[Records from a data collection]
Content starts

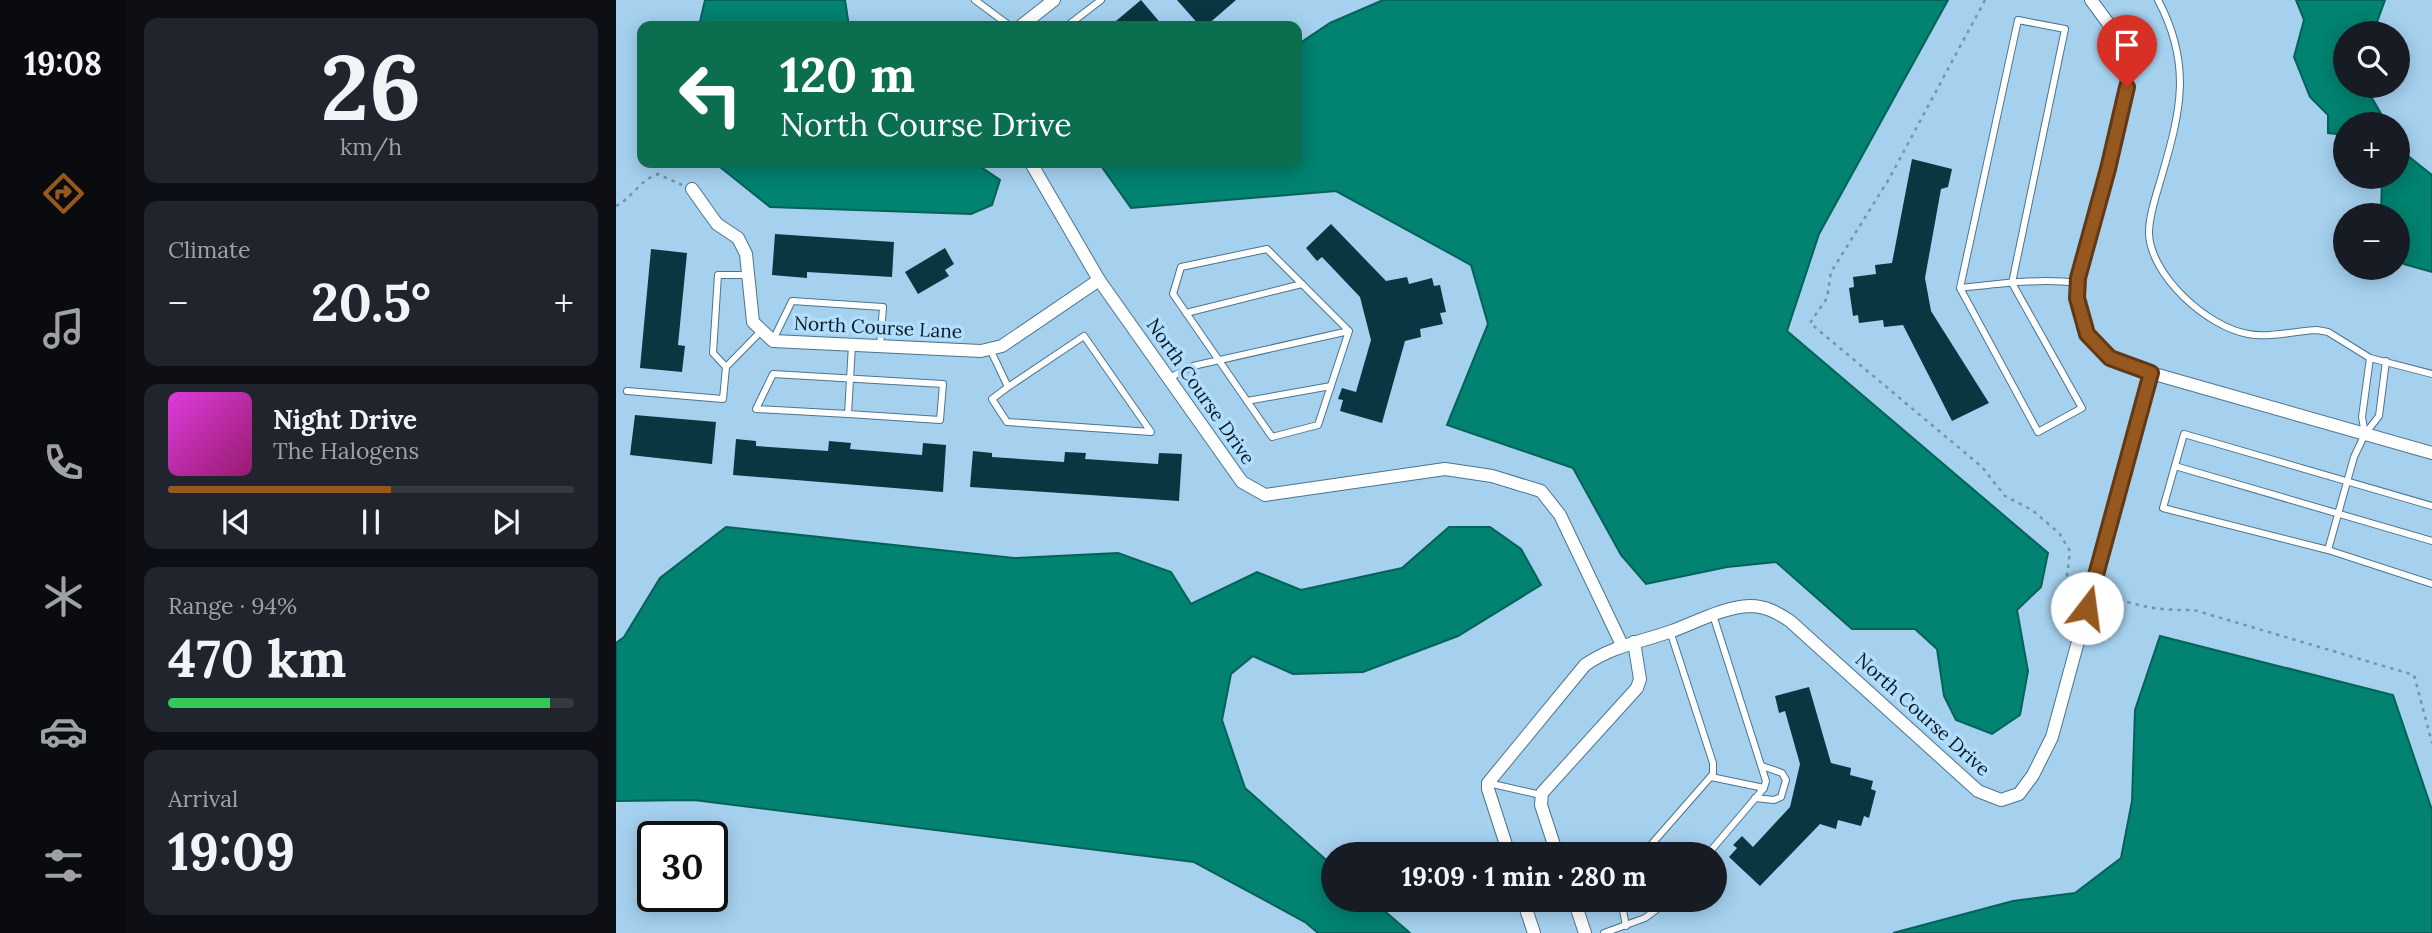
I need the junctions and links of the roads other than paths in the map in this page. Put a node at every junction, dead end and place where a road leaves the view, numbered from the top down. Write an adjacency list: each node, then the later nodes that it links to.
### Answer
1 (1054, 0): 7 (street)
2 (1101, 0): 8 (lane)
3 (2091, 0): 13 (street)
4 (2158, 0): 24 (lane)
5 (979, 1): 6 (lane)
6 (1004, 21)
7 (1030, 21)
8 (1074, 21)
9 (1034, 168): 12 (street, North Course Drive)
10 (692, 190): 11 (street, North Course Lane)
11 (748, 275): 18 (street, North Course Lane); 27 (lane)
12 (1099, 280): 23 (street, North Course Lane); 30 (street, North Course Drive)
13 (2078, 283): 15 (lane); 28 (street)
14 (1302, 284): 17 (lane); 17 (lane); 19 (lane)
15 (2012, 284): 16 (lane); 16 (lane); 16 (lane)
16 (1960, 288)
17 (1186, 313): 25 (lane)
18 (762, 330): 20 (street, North Course Lane); 27 (lane)
19 (1349, 331): 25 (lane); 32 (lane)
20 (773, 341): 21 (street, North Course Lane); 22 (lane)
21 (852, 345): 22 (street, North Course Lane); 31 (lane)
22 (880, 346): 23 (street, North Course Lane)
23 (990, 349): 33 (lane)
24 (2370, 358): 26 (lane); 37 (lane)
25 (1218, 360): 30 (lane); 35 (lane)
26 (2386, 361): 29 (lane); 37 (lane)
27 (726, 367): 34 (lane)
28 (2151, 373): 37 (street); 46 (street, North Course Drive)
29 (2432, 374)
30 (1169, 377): 48 (street, North Course Drive)
31 (851, 378): 36 (lane); 36 (lane); 36 (lane)
32 (1331, 386): 35 (lane); 35 (lane)
33 (1008, 387): 33 (lane)
34 (627, 391)
35 (1247, 401)
36 (848, 414)
37 (2365, 434): 38 (street); 40 (lane)
38 (2432, 453)
39 (2175, 467): 40 (lane); 42 (lane); 44 (lane)
40 (2347, 481): 41 (lane); 42 (lane)
41 (2432, 506)
42 (2338, 514): 43 (lane); 44 (lane)
43 (2432, 541)
44 (2328, 550): 45 (lane)
45 (2432, 584)
46 (1713, 614): 47 (street, North Course Drive); 49 (lane)
47 (1670, 631): 48 (street, North Course Drive); 50 (lane)
48 (1628, 643): 51 (street, North Course Drive); 53 (street, North Course Drive)
49 (1762, 766): 52 (lane); 54 (lane)
50 (1711, 777): 52 (lane); 57 (lane)
51 (1488, 783): 53 (lane); 55 (street)
52 (1764, 788): 54 (lane)
53 (1542, 795): 56 (street)
54 (1755, 798): 58 (lane)
55 (1505, 842)
56 (1553, 842)
57 (1654, 842)
58 (1718, 842)
59 (1527, 912): 64 (street)
60 (1578, 912): 65 (street)
61 (1623, 912): 63 (lane)
62 (1652, 912): 63 (lane)
63 (1626, 926): 66 (lane)
64 (1534, 933)
65 (1585, 933)
66 (1604, 933)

Content ends

* **What to produce**
Collect each line above holding the string "Drive".

* **Task solution**
9 (1034, 168): 12 (street, North Course Drive)
12 (1099, 280): 23 (street, North Course Lane); 30 (street, North Course Drive)
28 (2151, 373): 37 (street); 46 (street, North Course Drive)
30 (1169, 377): 48 (street, North Course Drive)
46 (1713, 614): 47 (street, North Course Drive); 49 (lane)
47 (1670, 631): 48 (street, North Course Drive); 50 (lane)
48 (1628, 643): 51 (street, North Course Drive); 53 (street, North Course Drive)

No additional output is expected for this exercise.